Personal information
- Full name: Sergio Boris González Monteagudo
- Date of birth: 26 May 1980 (age 45)
- Place of birth: Avilés, Spain
- Height: 1.82 m (6 ft 0 in)
- Position: Defender

Youth career
- Avilés
- 1996–1998: Oviedo

Senior career*
- Years: Team / Apps / (Gls)
- 1998–1999: Oviedo B / 33 / (0)
- 1999–2002: Oviedo / 97 / (1)
- 2002–2006: Real Sociedad / 35 / (0)
- 2004–2005: → Córdoba (loan) / 11 / (0)
- 2006–2011: Numancia / 100 / (0)
- 2011–2013: Avilés / 56 / (3)
- 2013–2017: Marino / 56 / (2)
- 2017–2018: Colunga / 27 / (1)
- Total:  / 415 / (7)

International career
- 2000–2001: Spain U21 / 7 / (0)
- 2000–2001: Asturias / 2 / (0)

= Sergio Boris (footballer) =

Spanish footballer

Sergio Boris González Monteagudo (born 26 May 1980), commonly known as Boris, is a Spanish former professional footballer who played mainly as a central defender.

He amassed La Liga totals of 129 matches and one goal over seven seasons, with Oviedo, Real Sociedad and Numancia.

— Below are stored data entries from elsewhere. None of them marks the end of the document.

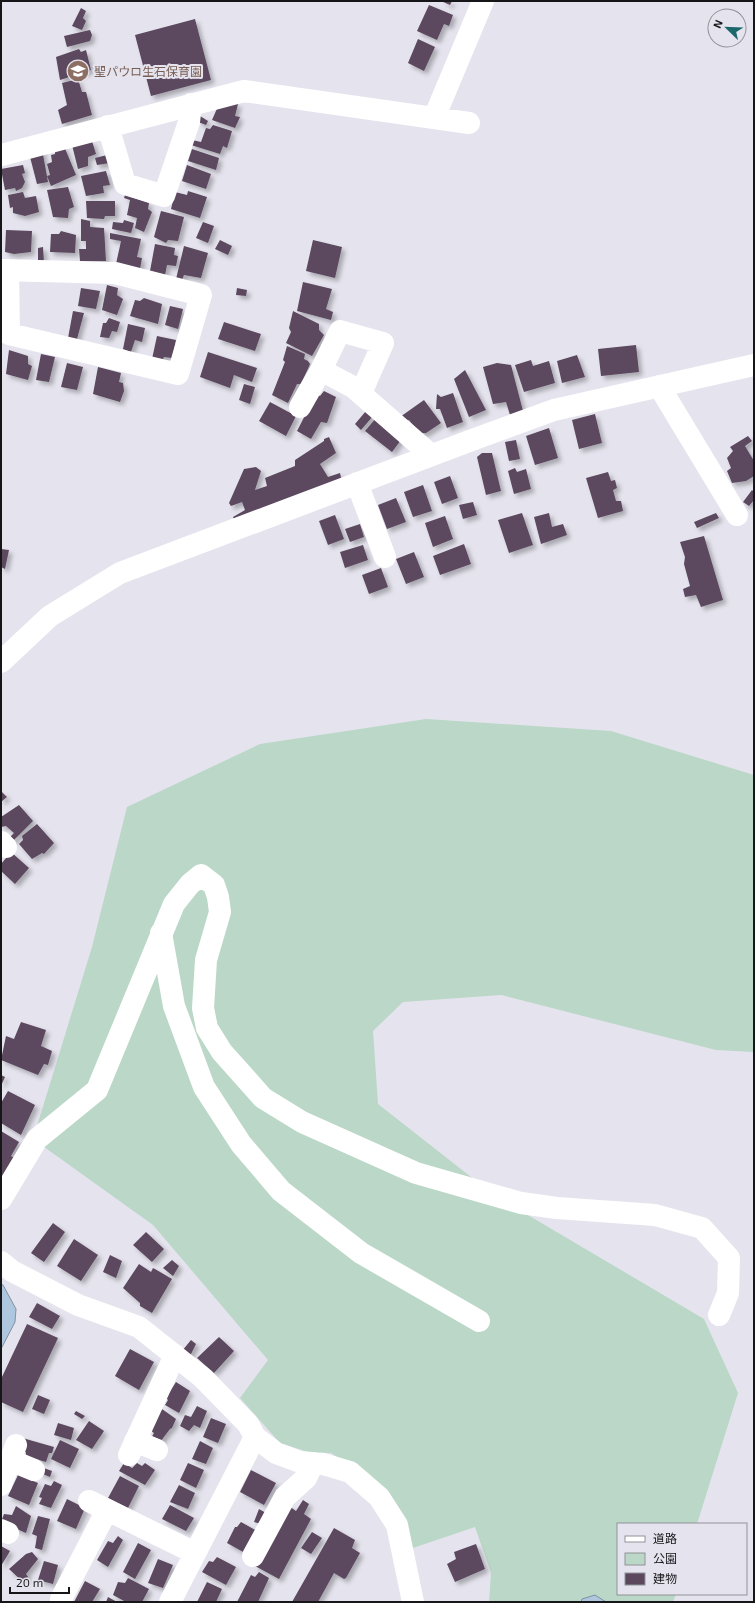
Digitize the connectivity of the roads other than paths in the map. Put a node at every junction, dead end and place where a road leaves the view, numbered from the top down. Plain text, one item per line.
1 (483, 1) edge
2 (191, 104) junction
3 (434, 118) junction
4 (469, 123) dead end
5 (108, 126) junction
6 (1, 155) edge
7 (4, 270) edge
8 (754, 365) edge
9 (321, 370) junction
10 (659, 386) junction
11 (361, 394) junction
12 (300, 407) dead end
13 (431, 455) junction
14 (357, 483) junction
15 (737, 515) dead end
16 (385, 557) dead end
17 (1, 662) edge
18 (161, 933) junction
19 (1, 1199) edge
20 (1, 1262) edge
21 (718, 1315) dead end
22 (479, 1321) dead end
23 (175, 1355) junction
24 (255, 1437) junction
25 (156, 1450) dead end
26 (313, 1463) junction
27 (34, 1470) dead end
28 (1, 1484) edge
29 (196, 1553) junction
30 (253, 1556) dead end
31 (61, 1599) dead end
32 (170, 1602) edge
33 (413, 1602) edge

1 - 3 street
2 - 3 street
2 - 5 street
2 - 5 street
3 - 4 street
5 - 6 street
7 - 7 street
8 - 10 street
9 - 11 street
9 - 11 street
9 - 12 street
10 - 13 street
10 - 15 street
11 - 13 street
13 - 14 street
14 - 16 street
14 - 17 street
18 - 19 street
18 - 21 street
18 - 22 street
20 - 23 street
23 - 24 street
23 - 25 street
24 - 26 street
24 - 29 street
26 - 30 street
26 - 33 street
27 - 28 street
29 - 31 street
29 - 32 street

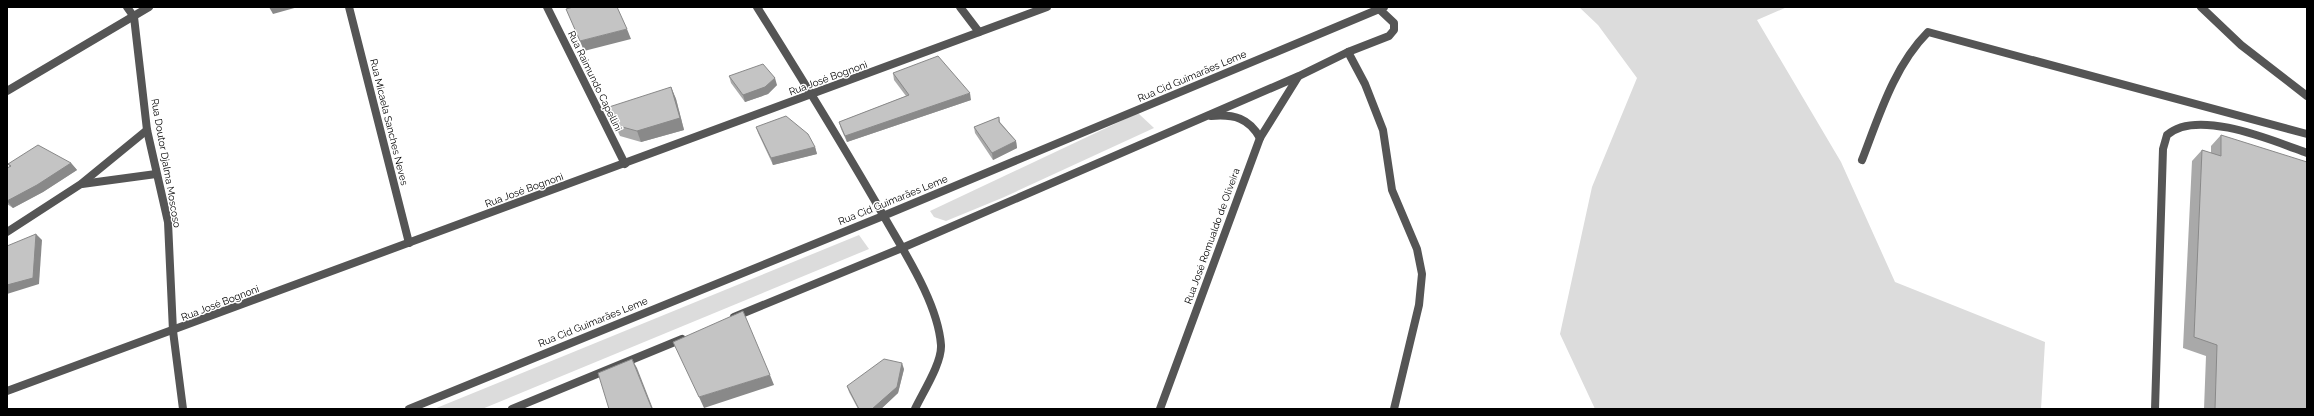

He added 114 appearances in the Segunda División, in a 20-year senior career.

==Club career==
Born in Avilés, Asturias, Boris was a youth product of local Real Oviedo's youth ranks. He appeared once for the main squad during the 1998–99 season, a 3–0 La Liga away loss against Valencia CF on 29 May 1999, and subsequently became first choice, as the team suffered top-flight relegation in 2001.

Boris then joined Real Sociedad, being an historic signing as he was the first Spanish native player from outside the Basque Country to be signed by the club for 35 years. After appearing in 25 games in their runner-up campaign in the league, he played almost no part the following years, also serving an unassuming loan stint with Córdoba CF (Segunda División) in 2004–05, where he was inclusively made to train separately for more than two months.

Released, Boris signed with CD Numancia of the same level, being a key defensive element as the side from Soria returned to the top tier in 2008 after a three-year hiatus. In June 2011, having totalled just 18 league appearances in his last two seasons – three matches in the latter – the 31-year-old left the Nuevo Estadio Los Pajaritos and returned to his hometown with his first football club Real Avilés Industrial CF, in the Tercera División.